▸ Work to be completed: Before you return the lines below, strip out any images and keep every word as written.

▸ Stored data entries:
..............................
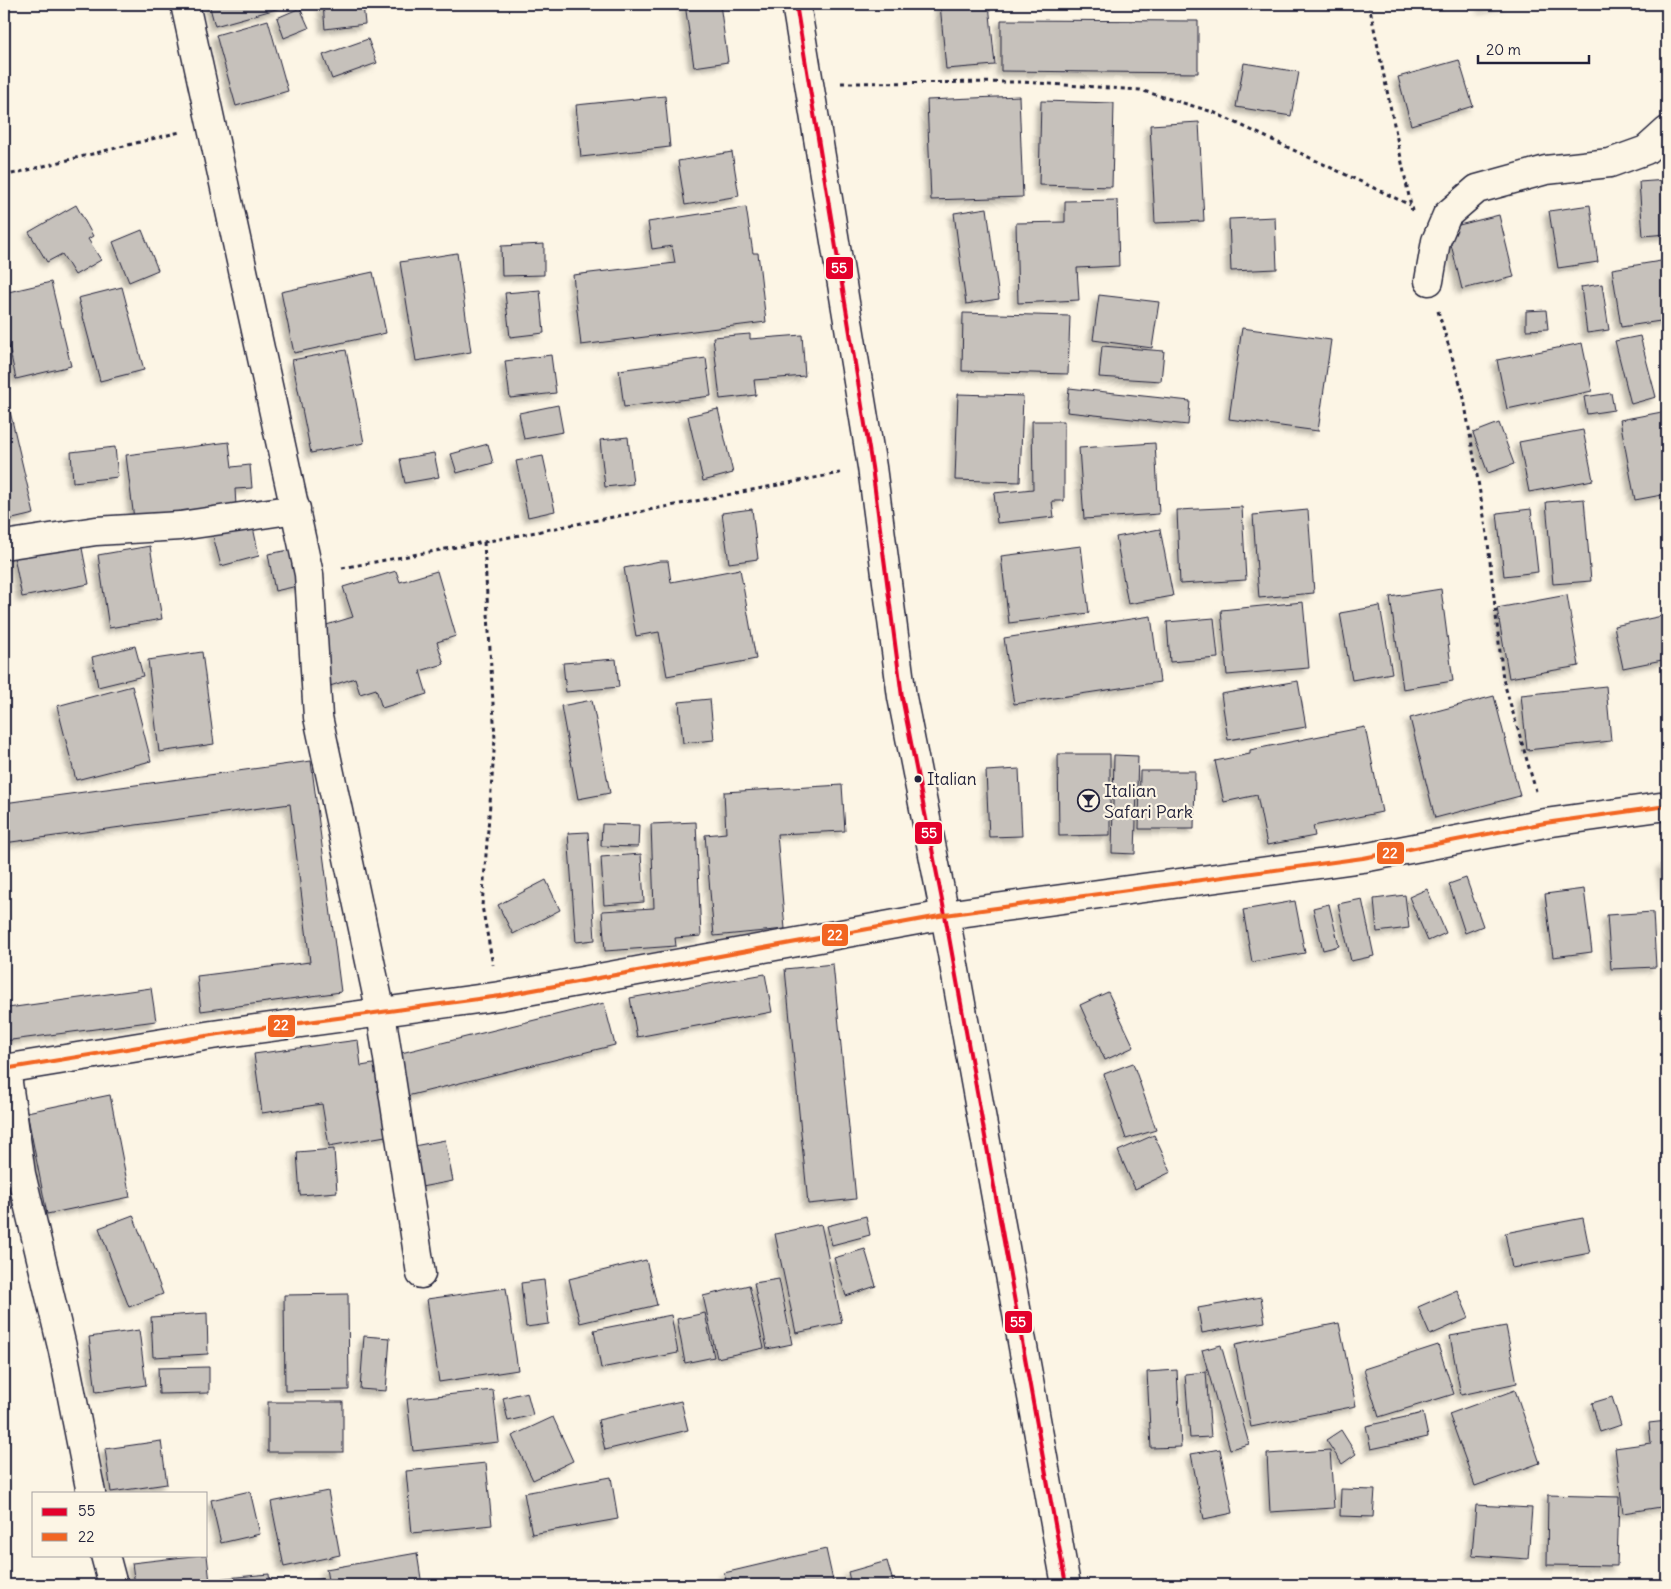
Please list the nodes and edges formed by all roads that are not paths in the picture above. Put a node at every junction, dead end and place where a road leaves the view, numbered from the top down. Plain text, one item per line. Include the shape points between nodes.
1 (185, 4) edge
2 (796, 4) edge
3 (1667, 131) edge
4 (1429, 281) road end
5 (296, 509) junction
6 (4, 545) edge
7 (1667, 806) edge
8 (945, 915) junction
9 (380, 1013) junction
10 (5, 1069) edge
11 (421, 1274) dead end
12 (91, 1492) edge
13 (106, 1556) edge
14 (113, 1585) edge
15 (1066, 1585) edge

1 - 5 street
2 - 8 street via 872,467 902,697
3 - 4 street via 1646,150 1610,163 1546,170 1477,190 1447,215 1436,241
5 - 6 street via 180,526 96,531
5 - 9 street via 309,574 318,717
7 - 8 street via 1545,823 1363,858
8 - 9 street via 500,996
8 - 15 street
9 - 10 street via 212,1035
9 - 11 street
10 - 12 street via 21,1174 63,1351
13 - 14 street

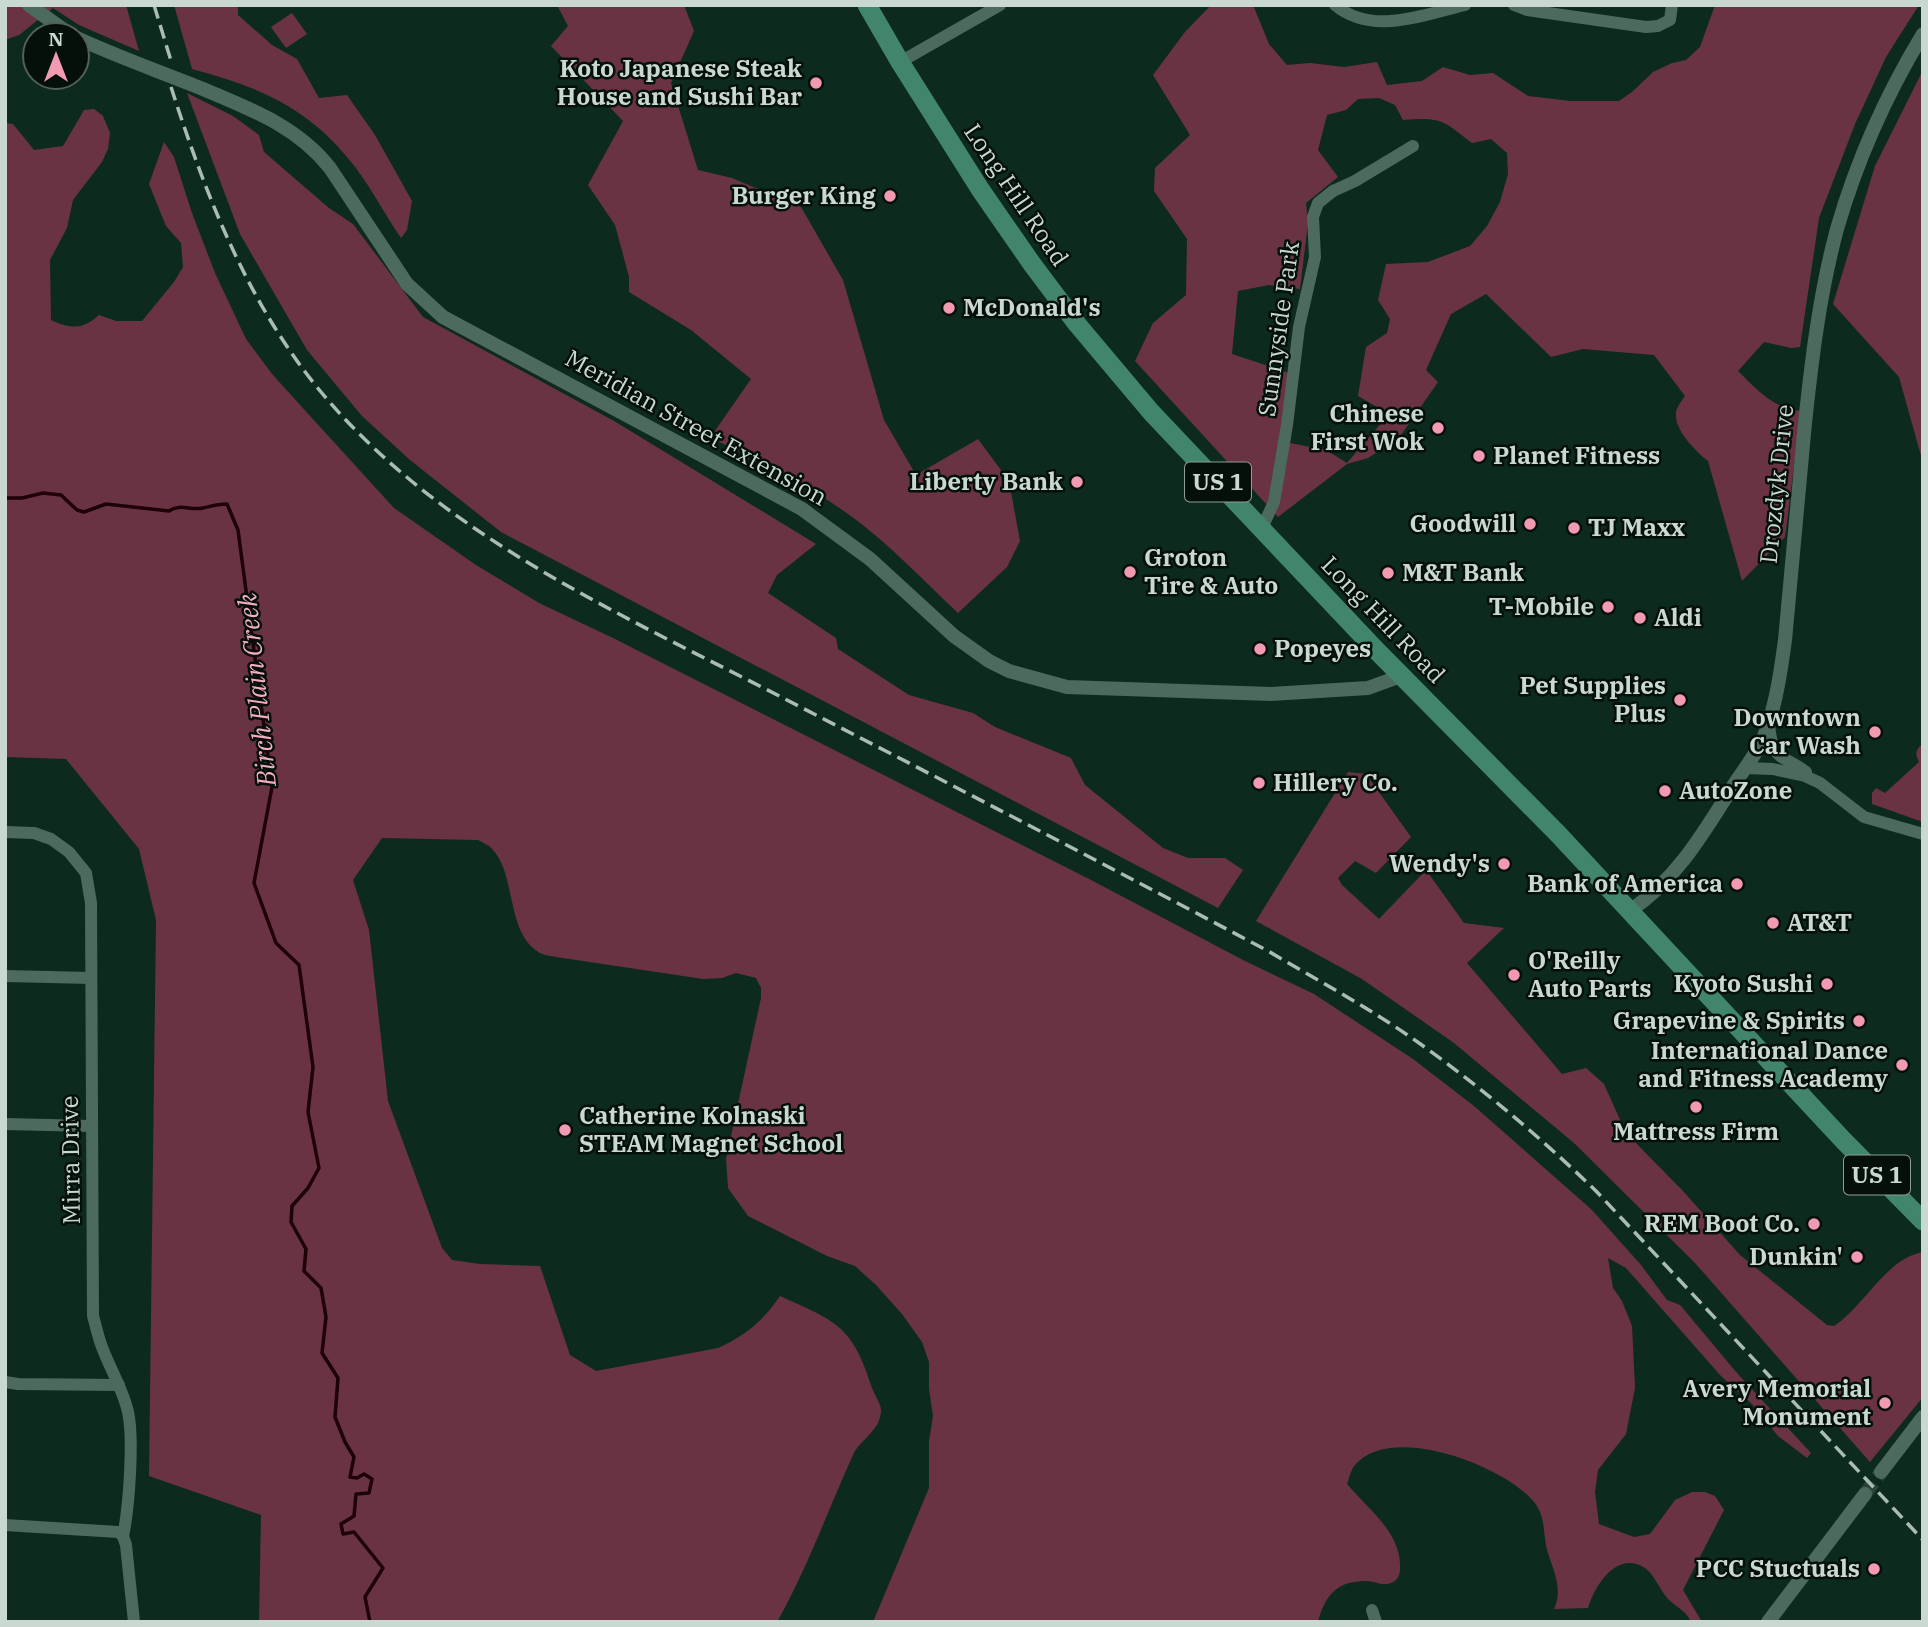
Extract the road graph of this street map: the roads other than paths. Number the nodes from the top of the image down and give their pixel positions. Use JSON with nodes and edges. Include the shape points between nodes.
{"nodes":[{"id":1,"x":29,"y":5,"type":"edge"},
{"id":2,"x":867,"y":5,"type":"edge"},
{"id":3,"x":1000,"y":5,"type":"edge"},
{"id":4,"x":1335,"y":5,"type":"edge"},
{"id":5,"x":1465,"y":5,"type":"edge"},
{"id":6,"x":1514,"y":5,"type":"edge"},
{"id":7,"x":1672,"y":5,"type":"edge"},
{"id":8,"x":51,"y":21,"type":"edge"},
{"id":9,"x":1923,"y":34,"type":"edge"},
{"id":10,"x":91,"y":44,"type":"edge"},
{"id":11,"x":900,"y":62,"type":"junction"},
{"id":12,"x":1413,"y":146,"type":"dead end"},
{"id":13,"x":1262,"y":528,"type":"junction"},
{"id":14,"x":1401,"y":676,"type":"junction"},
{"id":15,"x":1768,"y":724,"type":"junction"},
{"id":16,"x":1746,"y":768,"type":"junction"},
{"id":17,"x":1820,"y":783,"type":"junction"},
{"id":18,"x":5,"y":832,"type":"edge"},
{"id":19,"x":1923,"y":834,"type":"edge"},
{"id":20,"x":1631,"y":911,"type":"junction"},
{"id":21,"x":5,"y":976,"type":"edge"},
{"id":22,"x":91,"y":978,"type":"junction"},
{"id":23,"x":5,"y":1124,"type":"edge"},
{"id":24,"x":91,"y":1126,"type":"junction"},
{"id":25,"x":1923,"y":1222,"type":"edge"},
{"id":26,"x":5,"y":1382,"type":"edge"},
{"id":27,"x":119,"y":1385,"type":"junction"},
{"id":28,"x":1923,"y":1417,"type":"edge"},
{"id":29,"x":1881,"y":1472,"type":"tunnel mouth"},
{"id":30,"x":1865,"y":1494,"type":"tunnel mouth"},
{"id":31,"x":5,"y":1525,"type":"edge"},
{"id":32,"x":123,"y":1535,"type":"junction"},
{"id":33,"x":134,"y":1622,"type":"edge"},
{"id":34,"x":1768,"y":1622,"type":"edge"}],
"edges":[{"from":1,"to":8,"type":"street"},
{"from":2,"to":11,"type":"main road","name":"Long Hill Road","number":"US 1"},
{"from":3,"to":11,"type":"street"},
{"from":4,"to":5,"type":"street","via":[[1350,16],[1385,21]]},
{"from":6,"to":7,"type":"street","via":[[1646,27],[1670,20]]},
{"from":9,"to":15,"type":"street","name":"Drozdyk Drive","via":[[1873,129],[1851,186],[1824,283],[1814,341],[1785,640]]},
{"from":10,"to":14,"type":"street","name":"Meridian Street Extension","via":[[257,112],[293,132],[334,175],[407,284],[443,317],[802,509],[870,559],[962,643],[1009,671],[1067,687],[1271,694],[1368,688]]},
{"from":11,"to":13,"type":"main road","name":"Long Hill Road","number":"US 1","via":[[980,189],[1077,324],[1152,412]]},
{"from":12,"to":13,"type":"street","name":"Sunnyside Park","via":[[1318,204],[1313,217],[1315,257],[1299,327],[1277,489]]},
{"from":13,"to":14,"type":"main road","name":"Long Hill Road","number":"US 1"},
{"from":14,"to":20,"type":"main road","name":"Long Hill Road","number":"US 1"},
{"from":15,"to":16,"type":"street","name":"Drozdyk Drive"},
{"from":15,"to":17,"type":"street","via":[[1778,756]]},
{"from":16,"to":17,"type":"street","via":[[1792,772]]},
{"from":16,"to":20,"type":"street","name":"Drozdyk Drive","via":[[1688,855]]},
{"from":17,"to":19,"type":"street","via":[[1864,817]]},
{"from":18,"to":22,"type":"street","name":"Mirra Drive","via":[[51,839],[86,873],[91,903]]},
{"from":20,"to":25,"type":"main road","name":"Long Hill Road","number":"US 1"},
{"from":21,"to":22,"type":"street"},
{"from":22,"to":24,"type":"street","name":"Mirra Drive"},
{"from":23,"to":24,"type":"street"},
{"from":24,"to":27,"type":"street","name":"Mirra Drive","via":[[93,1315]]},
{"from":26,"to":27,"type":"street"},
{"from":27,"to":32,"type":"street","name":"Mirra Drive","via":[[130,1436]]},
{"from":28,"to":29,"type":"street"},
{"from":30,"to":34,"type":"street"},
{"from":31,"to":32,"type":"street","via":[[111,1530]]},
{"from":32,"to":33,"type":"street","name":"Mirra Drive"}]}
..............................
▸ Output for this task:
Please list the nodes and edges formed by all roads that are not paths in the picture above. Put a node at every junction, dead end and place where a road leaves the view, numbered from the top down. Plain text, one item per line. Include the shape points between nodes.
1 (185, 4) edge
2 (796, 4) edge
3 (1667, 131) edge
4 (1429, 281) road end
5 (296, 509) junction
6 (4, 545) edge
7 (1667, 806) edge
8 (945, 915) junction
9 (380, 1013) junction
10 (5, 1069) edge
11 (421, 1274) dead end
12 (91, 1492) edge
13 (106, 1556) edge
14 (113, 1585) edge
15 (1066, 1585) edge

1 - 5 street
2 - 8 street via 872,467 902,697
3 - 4 street via 1646,150 1610,163 1546,170 1477,190 1447,215 1436,241
5 - 6 street via 180,526 96,531
5 - 9 street via 309,574 318,717
7 - 8 street via 1545,823 1363,858
8 - 9 street via 500,996
8 - 15 street
9 - 10 street via 212,1035
9 - 11 street
10 - 12 street via 21,1174 63,1351
13 - 14 street

Extract the road graph of this street map: the roads other than paths. Number the nodes from the top of the image down and give their pixel positions. Use JSON with nodes and edges. Include the shape points between nodes.
{"nodes":[{"id":1,"x":29,"y":5,"type":"edge"},
{"id":2,"x":867,"y":5,"type":"edge"},
{"id":3,"x":1000,"y":5,"type":"edge"},
{"id":4,"x":1335,"y":5,"type":"edge"},
{"id":5,"x":1465,"y":5,"type":"edge"},
{"id":6,"x":1514,"y":5,"type":"edge"},
{"id":7,"x":1672,"y":5,"type":"edge"},
{"id":8,"x":51,"y":21,"type":"edge"},
{"id":9,"x":1923,"y":34,"type":"edge"},
{"id":10,"x":91,"y":44,"type":"edge"},
{"id":11,"x":900,"y":62,"type":"junction"},
{"id":12,"x":1413,"y":146,"type":"dead end"},
{"id":13,"x":1262,"y":528,"type":"junction"},
{"id":14,"x":1401,"y":676,"type":"junction"},
{"id":15,"x":1768,"y":724,"type":"junction"},
{"id":16,"x":1746,"y":768,"type":"junction"},
{"id":17,"x":1820,"y":783,"type":"junction"},
{"id":18,"x":5,"y":832,"type":"edge"},
{"id":19,"x":1923,"y":834,"type":"edge"},
{"id":20,"x":1631,"y":911,"type":"junction"},
{"id":21,"x":5,"y":976,"type":"edge"},
{"id":22,"x":91,"y":978,"type":"junction"},
{"id":23,"x":5,"y":1124,"type":"edge"},
{"id":24,"x":91,"y":1126,"type":"junction"},
{"id":25,"x":1923,"y":1222,"type":"edge"},
{"id":26,"x":5,"y":1382,"type":"edge"},
{"id":27,"x":119,"y":1385,"type":"junction"},
{"id":28,"x":1923,"y":1417,"type":"edge"},
{"id":29,"x":1881,"y":1472,"type":"tunnel mouth"},
{"id":30,"x":1865,"y":1494,"type":"tunnel mouth"},
{"id":31,"x":5,"y":1525,"type":"edge"},
{"id":32,"x":123,"y":1535,"type":"junction"},
{"id":33,"x":134,"y":1622,"type":"edge"},
{"id":34,"x":1768,"y":1622,"type":"edge"}],
"edges":[{"from":1,"to":8,"type":"street"},
{"from":2,"to":11,"type":"main road","name":"Long Hill Road","number":"US 1"},
{"from":3,"to":11,"type":"street"},
{"from":4,"to":5,"type":"street","via":[[1350,16],[1385,21]]},
{"from":6,"to":7,"type":"street","via":[[1646,27],[1670,20]]},
{"from":9,"to":15,"type":"street","name":"Drozdyk Drive","via":[[1873,129],[1851,186],[1824,283],[1814,341],[1785,640]]},
{"from":10,"to":14,"type":"street","name":"Meridian Street Extension","via":[[257,112],[293,132],[334,175],[407,284],[443,317],[802,509],[870,559],[962,643],[1009,671],[1067,687],[1271,694],[1368,688]]},
{"from":11,"to":13,"type":"main road","name":"Long Hill Road","number":"US 1","via":[[980,189],[1077,324],[1152,412]]},
{"from":12,"to":13,"type":"street","name":"Sunnyside Park","via":[[1318,204],[1313,217],[1315,257],[1299,327],[1277,489]]},
{"from":13,"to":14,"type":"main road","name":"Long Hill Road","number":"US 1"},
{"from":14,"to":20,"type":"main road","name":"Long Hill Road","number":"US 1"},
{"from":15,"to":16,"type":"street","name":"Drozdyk Drive"},
{"from":15,"to":17,"type":"street","via":[[1778,756]]},
{"from":16,"to":17,"type":"street","via":[[1792,772]]},
{"from":16,"to":20,"type":"street","name":"Drozdyk Drive","via":[[1688,855]]},
{"from":17,"to":19,"type":"street","via":[[1864,817]]},
{"from":18,"to":22,"type":"street","name":"Mirra Drive","via":[[51,839],[86,873],[91,903]]},
{"from":20,"to":25,"type":"main road","name":"Long Hill Road","number":"US 1"},
{"from":21,"to":22,"type":"street"},
{"from":22,"to":24,"type":"street","name":"Mirra Drive"},
{"from":23,"to":24,"type":"street"},
{"from":24,"to":27,"type":"street","name":"Mirra Drive","via":[[93,1315]]},
{"from":26,"to":27,"type":"street"},
{"from":27,"to":32,"type":"street","name":"Mirra Drive","via":[[130,1436]]},
{"from":28,"to":29,"type":"street"},
{"from":30,"to":34,"type":"street"},
{"from":31,"to":32,"type":"street","via":[[111,1530]]},
{"from":32,"to":33,"type":"street","name":"Mirra Drive"}]}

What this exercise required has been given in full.